Run a manual episode (Python)

from medusa_env.server import MedusaEnv
from medusa_env.models import MedusaActionType, MedusaAction

env = MedusaEnv(n_fact_rows=200, n_dim_rows=150)
obs = env.reset(seed=0)  # seed 0 = clean scenario
print(obs.message)

for action_type in [
    MedusaActionType.SYNC_CHECK,
    MedusaActionType.EVOLVE_SCHEMA,
    MedusaActionType.PREP_KEYS_A,
    MedusaActionType.PREP_KEYS_B,
    MedusaActionType.DEDUPLICATE_B,
    MedusaActionType.EXECUTE_JOIN_LEFT,
    MedusaActionType.APPLY_SCD_2,
    MedusaActionType.COMMIT,
]:
    obs = env.step(MedusaAction(action=action_type))
    print(f"{action_type.value:25s} reward={obs.reward:+.1f}  done={obs.done}")

print(f"\nGrader: {env.state.grader_report}")

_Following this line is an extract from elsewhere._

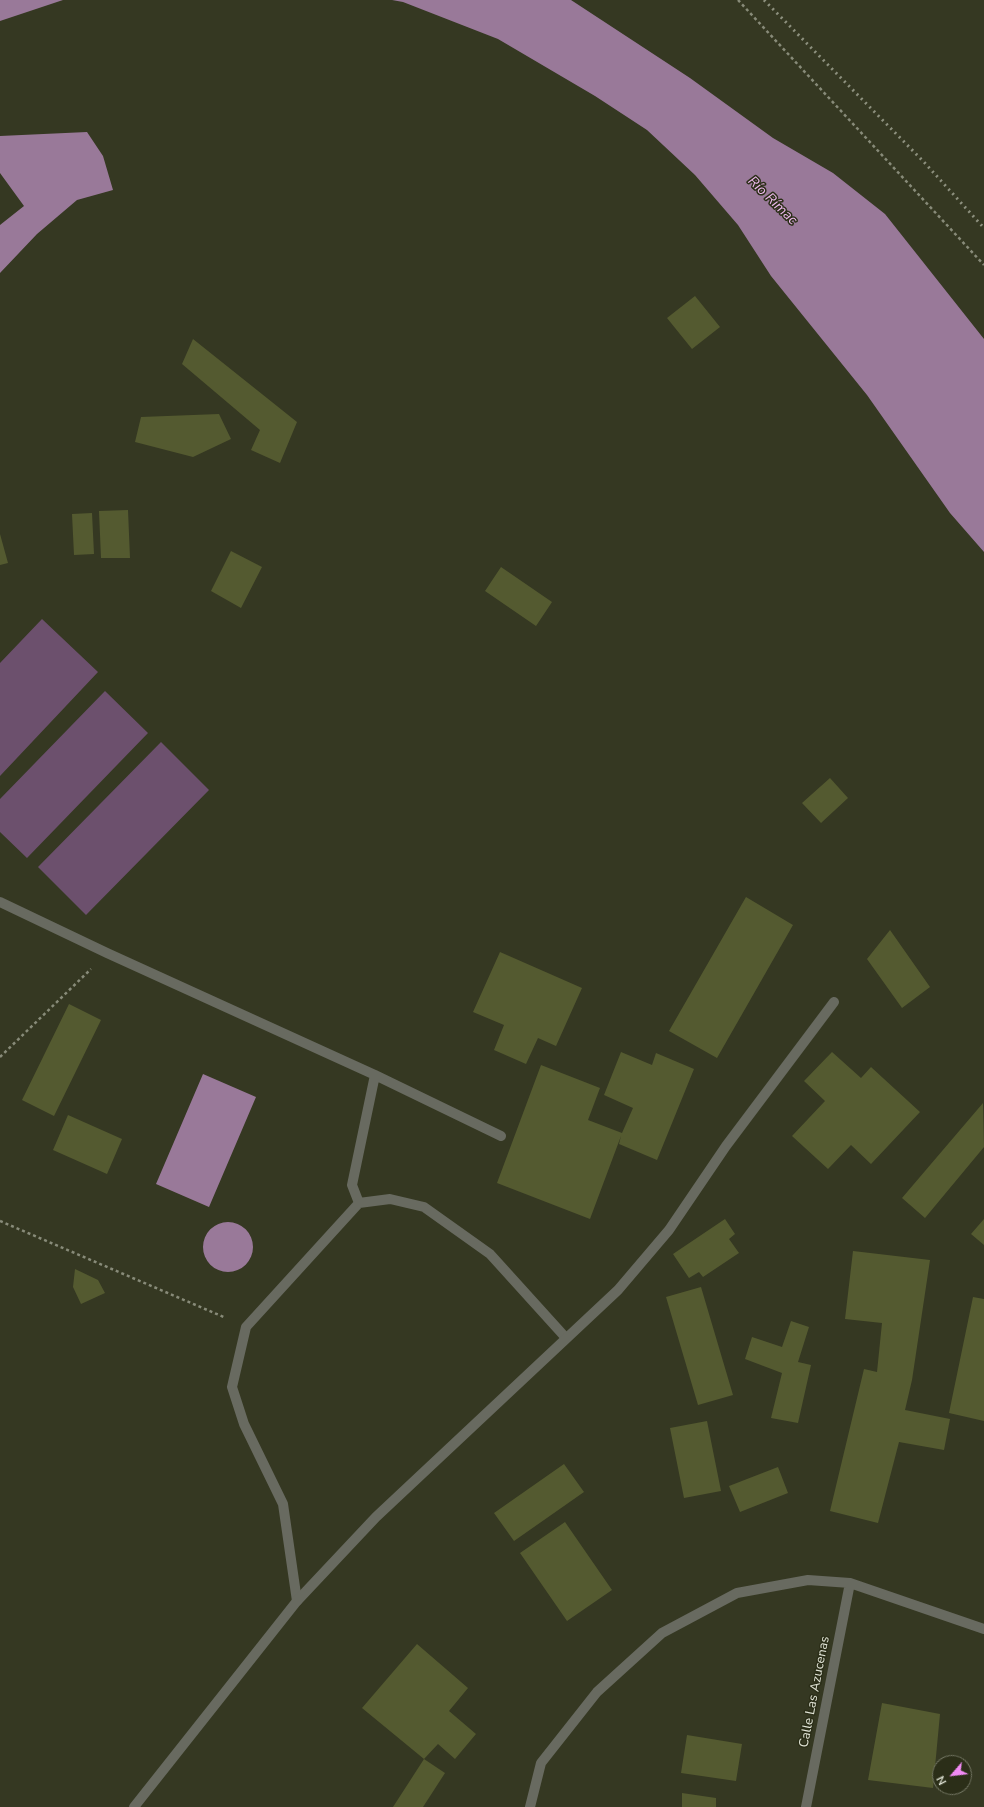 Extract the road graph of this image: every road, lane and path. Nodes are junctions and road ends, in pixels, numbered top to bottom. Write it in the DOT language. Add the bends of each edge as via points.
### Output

steps to push to hugging face

openenv push --repo-id <hf_username>/<hf_space>

Huggingface BASE_URL="https://-.hf.space"

Architecture

envs/medusa_env/
├── __init__.py          # Package exports
├── models.py            # MedusaAction, MedusaObservation, MedusaState (Pydantic)
├── scenarios.py         # ScenarioGenerator — procedural Bronze A/B DataFrames
├── operators.py         # Stateless ETL functions (sync_check, prep_keys, execute_join, apply_scd …)
├── rewards.py           # RewardEngine — per-step reward computation
├── grader.py            # Grader — post-commit deterministic audit
├── openenv.yaml         # OpenEnv environment manifest
└── server/
    └── app.py           # FastAPI app via create_app()
    ├── medusa_env.py        # MedusaEnv — reset / step / commit loop

tests/envs/
└── test_medusa_environment.py   # 39 tests across 6 test classes

Stack: Python 3.10+ · Pandas · Pydantic v2 · FastAPI · OpenEnv

Technical Notes

No external data required. All Bronze tables are generated procedurally per episode.
No Spark or Delta Lake required. All logic uses Pandas — identical semantics, zero cluster setup.
The grader is fully deterministic: same Silver + quarantine tables always produce the same audit result.
The governance log (accessible at env._tables.governance_log) records every agent decision with its reward and operator metrics.